**REQUIREMENT**
Transcribe the entries below exactly as they appear.

**DATA FOR THIS EXERCISE**
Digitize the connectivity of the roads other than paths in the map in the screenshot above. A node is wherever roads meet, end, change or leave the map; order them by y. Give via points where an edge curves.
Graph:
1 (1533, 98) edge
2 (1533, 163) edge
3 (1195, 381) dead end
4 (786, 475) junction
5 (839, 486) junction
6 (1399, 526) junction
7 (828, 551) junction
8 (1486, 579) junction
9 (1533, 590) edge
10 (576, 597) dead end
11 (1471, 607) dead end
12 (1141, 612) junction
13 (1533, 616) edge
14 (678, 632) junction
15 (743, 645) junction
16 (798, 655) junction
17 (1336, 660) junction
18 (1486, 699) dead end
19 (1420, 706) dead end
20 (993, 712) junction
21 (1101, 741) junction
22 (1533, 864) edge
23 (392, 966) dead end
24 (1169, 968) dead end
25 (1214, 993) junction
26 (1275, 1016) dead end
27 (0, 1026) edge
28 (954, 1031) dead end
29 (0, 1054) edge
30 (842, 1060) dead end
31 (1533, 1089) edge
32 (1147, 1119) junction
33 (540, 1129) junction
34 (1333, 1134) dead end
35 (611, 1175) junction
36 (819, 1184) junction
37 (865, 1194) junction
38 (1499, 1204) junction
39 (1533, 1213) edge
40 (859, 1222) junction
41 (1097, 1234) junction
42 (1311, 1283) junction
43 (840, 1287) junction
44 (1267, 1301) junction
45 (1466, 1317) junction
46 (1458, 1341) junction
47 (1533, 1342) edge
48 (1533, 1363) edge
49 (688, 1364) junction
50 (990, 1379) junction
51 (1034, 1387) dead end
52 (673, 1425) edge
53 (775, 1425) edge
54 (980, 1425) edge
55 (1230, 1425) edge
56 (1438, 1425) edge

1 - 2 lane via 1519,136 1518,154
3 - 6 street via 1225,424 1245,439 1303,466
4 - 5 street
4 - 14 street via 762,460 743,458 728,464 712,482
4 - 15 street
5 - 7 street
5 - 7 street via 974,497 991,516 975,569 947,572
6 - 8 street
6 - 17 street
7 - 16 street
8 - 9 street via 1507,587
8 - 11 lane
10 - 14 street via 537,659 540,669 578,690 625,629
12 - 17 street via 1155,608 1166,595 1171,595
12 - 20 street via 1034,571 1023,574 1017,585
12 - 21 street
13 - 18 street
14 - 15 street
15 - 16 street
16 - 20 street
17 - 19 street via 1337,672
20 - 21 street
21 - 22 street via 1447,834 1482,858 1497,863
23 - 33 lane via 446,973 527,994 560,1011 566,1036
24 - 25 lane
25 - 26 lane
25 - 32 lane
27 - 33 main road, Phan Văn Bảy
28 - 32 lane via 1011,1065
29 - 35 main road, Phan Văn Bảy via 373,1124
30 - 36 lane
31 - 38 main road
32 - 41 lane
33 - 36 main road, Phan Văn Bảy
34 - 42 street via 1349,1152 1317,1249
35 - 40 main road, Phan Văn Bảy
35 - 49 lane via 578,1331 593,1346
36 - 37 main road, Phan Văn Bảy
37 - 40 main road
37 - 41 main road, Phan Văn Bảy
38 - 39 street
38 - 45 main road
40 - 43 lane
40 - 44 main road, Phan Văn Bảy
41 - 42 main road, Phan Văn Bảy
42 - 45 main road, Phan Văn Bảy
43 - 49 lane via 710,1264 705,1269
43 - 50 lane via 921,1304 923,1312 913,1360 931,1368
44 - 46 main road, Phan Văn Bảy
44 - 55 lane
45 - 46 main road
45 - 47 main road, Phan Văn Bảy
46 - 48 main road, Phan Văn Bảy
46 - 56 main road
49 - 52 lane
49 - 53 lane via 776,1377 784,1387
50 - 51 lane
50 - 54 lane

**ANSWER FOR THE TASK**
Digitize the connectivity of the roads other than paths in the map in the screenshot above. A node is wherever roads meet, end, change or leave the map; order them by y. Give via points where an edge curves.
Graph:
1 (1533, 98) edge
2 (1533, 163) edge
3 (1195, 381) dead end
4 (786, 475) junction
5 (839, 486) junction
6 (1399, 526) junction
7 (828, 551) junction
8 (1486, 579) junction
9 (1533, 590) edge
10 (576, 597) dead end
11 (1471, 607) dead end
12 (1141, 612) junction
13 (1533, 616) edge
14 (678, 632) junction
15 (743, 645) junction
16 (798, 655) junction
17 (1336, 660) junction
18 (1486, 699) dead end
19 (1420, 706) dead end
20 (993, 712) junction
21 (1101, 741) junction
22 (1533, 864) edge
23 (392, 966) dead end
24 (1169, 968) dead end
25 (1214, 993) junction
26 (1275, 1016) dead end
27 (0, 1026) edge
28 (954, 1031) dead end
29 (0, 1054) edge
30 (842, 1060) dead end
31 (1533, 1089) edge
32 (1147, 1119) junction
33 (540, 1129) junction
34 (1333, 1134) dead end
35 (611, 1175) junction
36 (819, 1184) junction
37 (865, 1194) junction
38 (1499, 1204) junction
39 (1533, 1213) edge
40 (859, 1222) junction
41 (1097, 1234) junction
42 (1311, 1283) junction
43 (840, 1287) junction
44 (1267, 1301) junction
45 (1466, 1317) junction
46 (1458, 1341) junction
47 (1533, 1342) edge
48 (1533, 1363) edge
49 (688, 1364) junction
50 (990, 1379) junction
51 (1034, 1387) dead end
52 (673, 1425) edge
53 (775, 1425) edge
54 (980, 1425) edge
55 (1230, 1425) edge
56 (1438, 1425) edge

1 - 2 lane via 1519,136 1518,154
3 - 6 street via 1225,424 1245,439 1303,466
4 - 5 street
4 - 14 street via 762,460 743,458 728,464 712,482
4 - 15 street
5 - 7 street
5 - 7 street via 974,497 991,516 975,569 947,572
6 - 8 street
6 - 17 street
7 - 16 street
8 - 9 street via 1507,587
8 - 11 lane
10 - 14 street via 537,659 540,669 578,690 625,629
12 - 17 street via 1155,608 1166,595 1171,595
12 - 20 street via 1034,571 1023,574 1017,585
12 - 21 street
13 - 18 street
14 - 15 street
15 - 16 street
16 - 20 street
17 - 19 street via 1337,672
20 - 21 street
21 - 22 street via 1447,834 1482,858 1497,863
23 - 33 lane via 446,973 527,994 560,1011 566,1036
24 - 25 lane
25 - 26 lane
25 - 32 lane
27 - 33 main road, Phan Văn Bảy
28 - 32 lane via 1011,1065
29 - 35 main road, Phan Văn Bảy via 373,1124
30 - 36 lane
31 - 38 main road
32 - 41 lane
33 - 36 main road, Phan Văn Bảy
34 - 42 street via 1349,1152 1317,1249
35 - 40 main road, Phan Văn Bảy
35 - 49 lane via 578,1331 593,1346
36 - 37 main road, Phan Văn Bảy
37 - 40 main road
37 - 41 main road, Phan Văn Bảy
38 - 39 street
38 - 45 main road
40 - 43 lane
40 - 44 main road, Phan Văn Bảy
41 - 42 main road, Phan Văn Bảy
42 - 45 main road, Phan Văn Bảy
43 - 49 lane via 710,1264 705,1269
43 - 50 lane via 921,1304 923,1312 913,1360 931,1368
44 - 46 main road, Phan Văn Bảy
44 - 55 lane
45 - 46 main road
45 - 47 main road, Phan Văn Bảy
46 - 48 main road, Phan Văn Bảy
46 - 56 main road
49 - 52 lane
49 - 53 lane via 776,1377 784,1387
50 - 51 lane
50 - 54 lane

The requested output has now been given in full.